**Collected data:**
◆ ◆ ◆

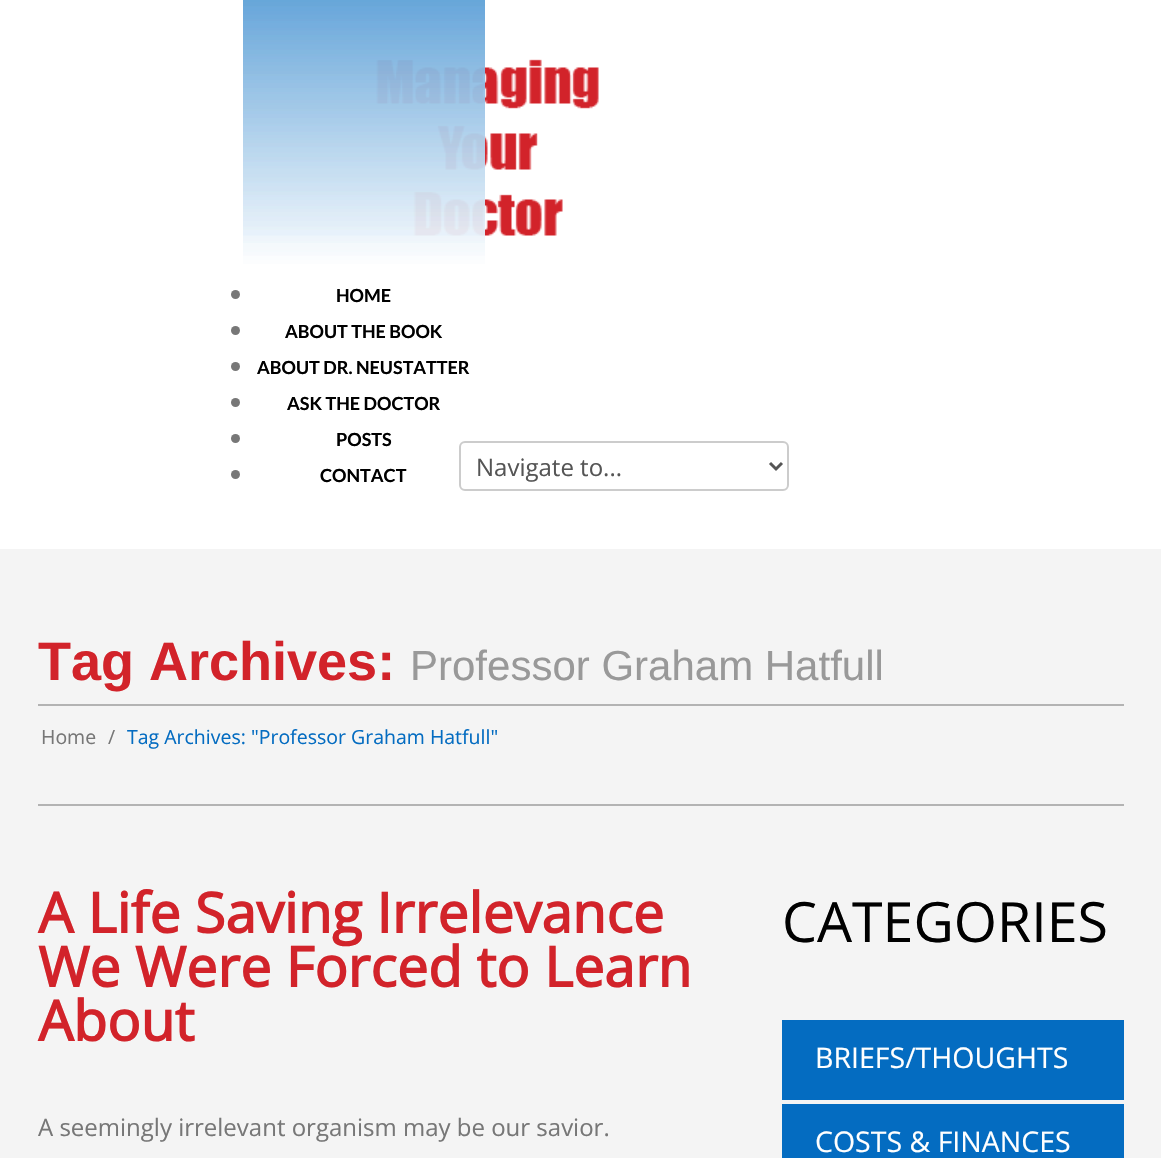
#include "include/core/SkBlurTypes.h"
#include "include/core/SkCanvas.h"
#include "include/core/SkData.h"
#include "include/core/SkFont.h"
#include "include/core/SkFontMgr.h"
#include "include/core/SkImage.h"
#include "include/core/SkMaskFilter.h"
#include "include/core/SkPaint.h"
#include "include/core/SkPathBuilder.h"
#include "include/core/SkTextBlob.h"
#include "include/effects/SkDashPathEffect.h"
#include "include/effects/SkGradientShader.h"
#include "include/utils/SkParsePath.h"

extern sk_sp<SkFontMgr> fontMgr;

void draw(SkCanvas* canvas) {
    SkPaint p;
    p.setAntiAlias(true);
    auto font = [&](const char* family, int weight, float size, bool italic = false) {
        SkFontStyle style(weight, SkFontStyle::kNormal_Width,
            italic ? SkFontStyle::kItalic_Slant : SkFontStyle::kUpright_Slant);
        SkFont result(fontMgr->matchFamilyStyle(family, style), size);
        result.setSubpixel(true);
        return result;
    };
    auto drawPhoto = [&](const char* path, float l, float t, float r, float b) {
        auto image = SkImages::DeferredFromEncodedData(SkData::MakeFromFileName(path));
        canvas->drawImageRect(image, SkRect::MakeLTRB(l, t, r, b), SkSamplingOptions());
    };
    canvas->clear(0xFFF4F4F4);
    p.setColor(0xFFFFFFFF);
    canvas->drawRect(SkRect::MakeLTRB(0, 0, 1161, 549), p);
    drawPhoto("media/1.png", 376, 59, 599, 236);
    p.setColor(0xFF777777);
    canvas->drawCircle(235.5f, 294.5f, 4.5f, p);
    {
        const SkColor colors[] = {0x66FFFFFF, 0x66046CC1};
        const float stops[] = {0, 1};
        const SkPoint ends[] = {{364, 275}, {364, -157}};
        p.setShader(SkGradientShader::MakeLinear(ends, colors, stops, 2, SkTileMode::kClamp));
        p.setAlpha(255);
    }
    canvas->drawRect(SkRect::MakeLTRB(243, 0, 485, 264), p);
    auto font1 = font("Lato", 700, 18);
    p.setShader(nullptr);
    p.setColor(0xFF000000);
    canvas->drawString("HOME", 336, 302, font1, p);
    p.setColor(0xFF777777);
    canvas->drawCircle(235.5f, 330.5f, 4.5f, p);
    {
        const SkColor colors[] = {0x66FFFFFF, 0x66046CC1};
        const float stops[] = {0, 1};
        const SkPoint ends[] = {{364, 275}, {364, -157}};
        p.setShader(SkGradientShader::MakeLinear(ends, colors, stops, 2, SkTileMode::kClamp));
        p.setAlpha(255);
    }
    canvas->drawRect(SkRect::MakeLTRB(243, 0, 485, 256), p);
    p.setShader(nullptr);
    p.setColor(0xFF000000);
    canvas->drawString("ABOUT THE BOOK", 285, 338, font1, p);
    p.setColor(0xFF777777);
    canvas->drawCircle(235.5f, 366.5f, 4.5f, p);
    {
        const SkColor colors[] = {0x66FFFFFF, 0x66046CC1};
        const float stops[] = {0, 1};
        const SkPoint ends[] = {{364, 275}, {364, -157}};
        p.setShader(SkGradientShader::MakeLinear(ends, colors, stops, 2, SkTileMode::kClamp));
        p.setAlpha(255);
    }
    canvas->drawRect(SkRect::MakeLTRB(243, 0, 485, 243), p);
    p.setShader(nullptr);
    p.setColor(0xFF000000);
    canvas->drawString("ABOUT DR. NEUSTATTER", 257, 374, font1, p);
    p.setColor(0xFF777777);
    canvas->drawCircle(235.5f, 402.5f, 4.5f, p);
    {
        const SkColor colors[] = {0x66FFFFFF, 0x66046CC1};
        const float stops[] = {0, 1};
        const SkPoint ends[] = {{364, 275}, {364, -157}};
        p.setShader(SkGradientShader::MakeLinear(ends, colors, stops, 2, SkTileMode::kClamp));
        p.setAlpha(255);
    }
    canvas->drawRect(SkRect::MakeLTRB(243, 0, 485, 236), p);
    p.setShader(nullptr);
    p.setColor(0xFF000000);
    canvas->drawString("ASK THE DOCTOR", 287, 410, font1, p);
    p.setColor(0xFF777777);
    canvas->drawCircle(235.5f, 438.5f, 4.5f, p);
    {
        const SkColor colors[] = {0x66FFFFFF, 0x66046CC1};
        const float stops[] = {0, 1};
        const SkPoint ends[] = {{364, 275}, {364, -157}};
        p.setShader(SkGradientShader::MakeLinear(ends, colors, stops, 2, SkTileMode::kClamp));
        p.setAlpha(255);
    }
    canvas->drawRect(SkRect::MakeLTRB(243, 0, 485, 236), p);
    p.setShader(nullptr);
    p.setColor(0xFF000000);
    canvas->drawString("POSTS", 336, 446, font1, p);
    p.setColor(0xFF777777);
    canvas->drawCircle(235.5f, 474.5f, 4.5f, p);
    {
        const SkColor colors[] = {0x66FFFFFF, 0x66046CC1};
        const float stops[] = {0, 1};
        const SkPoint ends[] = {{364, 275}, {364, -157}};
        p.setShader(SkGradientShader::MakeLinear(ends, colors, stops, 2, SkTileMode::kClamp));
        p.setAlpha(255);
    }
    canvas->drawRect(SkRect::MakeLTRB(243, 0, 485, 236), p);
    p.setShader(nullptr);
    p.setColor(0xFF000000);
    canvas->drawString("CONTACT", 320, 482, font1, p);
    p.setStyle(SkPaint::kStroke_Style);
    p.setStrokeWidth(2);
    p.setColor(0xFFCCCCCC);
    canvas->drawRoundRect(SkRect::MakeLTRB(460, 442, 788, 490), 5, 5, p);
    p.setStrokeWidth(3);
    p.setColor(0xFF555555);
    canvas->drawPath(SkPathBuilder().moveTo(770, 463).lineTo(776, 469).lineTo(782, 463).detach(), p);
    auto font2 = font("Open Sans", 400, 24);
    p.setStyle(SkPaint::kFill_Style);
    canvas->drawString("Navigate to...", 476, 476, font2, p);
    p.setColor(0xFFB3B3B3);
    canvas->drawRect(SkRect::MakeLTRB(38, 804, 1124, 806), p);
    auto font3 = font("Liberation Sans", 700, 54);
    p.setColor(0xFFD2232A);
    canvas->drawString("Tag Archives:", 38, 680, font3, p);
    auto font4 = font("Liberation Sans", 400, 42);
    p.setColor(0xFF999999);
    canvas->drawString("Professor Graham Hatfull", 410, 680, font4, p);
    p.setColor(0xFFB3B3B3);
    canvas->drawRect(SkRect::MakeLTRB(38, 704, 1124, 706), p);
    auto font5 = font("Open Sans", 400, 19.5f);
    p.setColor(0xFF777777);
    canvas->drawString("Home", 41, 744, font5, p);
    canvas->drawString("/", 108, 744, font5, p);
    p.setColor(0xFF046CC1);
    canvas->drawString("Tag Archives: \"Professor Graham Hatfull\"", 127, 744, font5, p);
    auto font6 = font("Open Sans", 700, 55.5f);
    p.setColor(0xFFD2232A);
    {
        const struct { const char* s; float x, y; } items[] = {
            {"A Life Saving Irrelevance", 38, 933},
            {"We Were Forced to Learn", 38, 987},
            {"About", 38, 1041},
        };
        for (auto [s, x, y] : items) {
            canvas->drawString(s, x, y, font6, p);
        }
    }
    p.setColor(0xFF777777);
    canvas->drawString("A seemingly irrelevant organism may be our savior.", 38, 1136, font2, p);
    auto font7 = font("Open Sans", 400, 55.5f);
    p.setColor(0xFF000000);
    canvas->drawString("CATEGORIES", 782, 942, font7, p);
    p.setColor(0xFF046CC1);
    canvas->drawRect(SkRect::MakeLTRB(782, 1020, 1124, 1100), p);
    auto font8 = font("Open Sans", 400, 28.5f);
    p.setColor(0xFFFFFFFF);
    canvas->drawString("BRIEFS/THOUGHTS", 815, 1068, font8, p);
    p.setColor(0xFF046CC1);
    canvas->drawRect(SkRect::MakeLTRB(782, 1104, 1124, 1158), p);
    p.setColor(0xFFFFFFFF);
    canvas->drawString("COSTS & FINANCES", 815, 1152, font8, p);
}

◆ ◆ ◆

**What is required:**
Find the word "weight" in the entries, and copy every line it shows up in.

**Output:**
    auto font = [&](const char* family, int weight, float size, bool italic = false) {
        SkFontStyle style(weight, SkFontStyle::kNormal_Width,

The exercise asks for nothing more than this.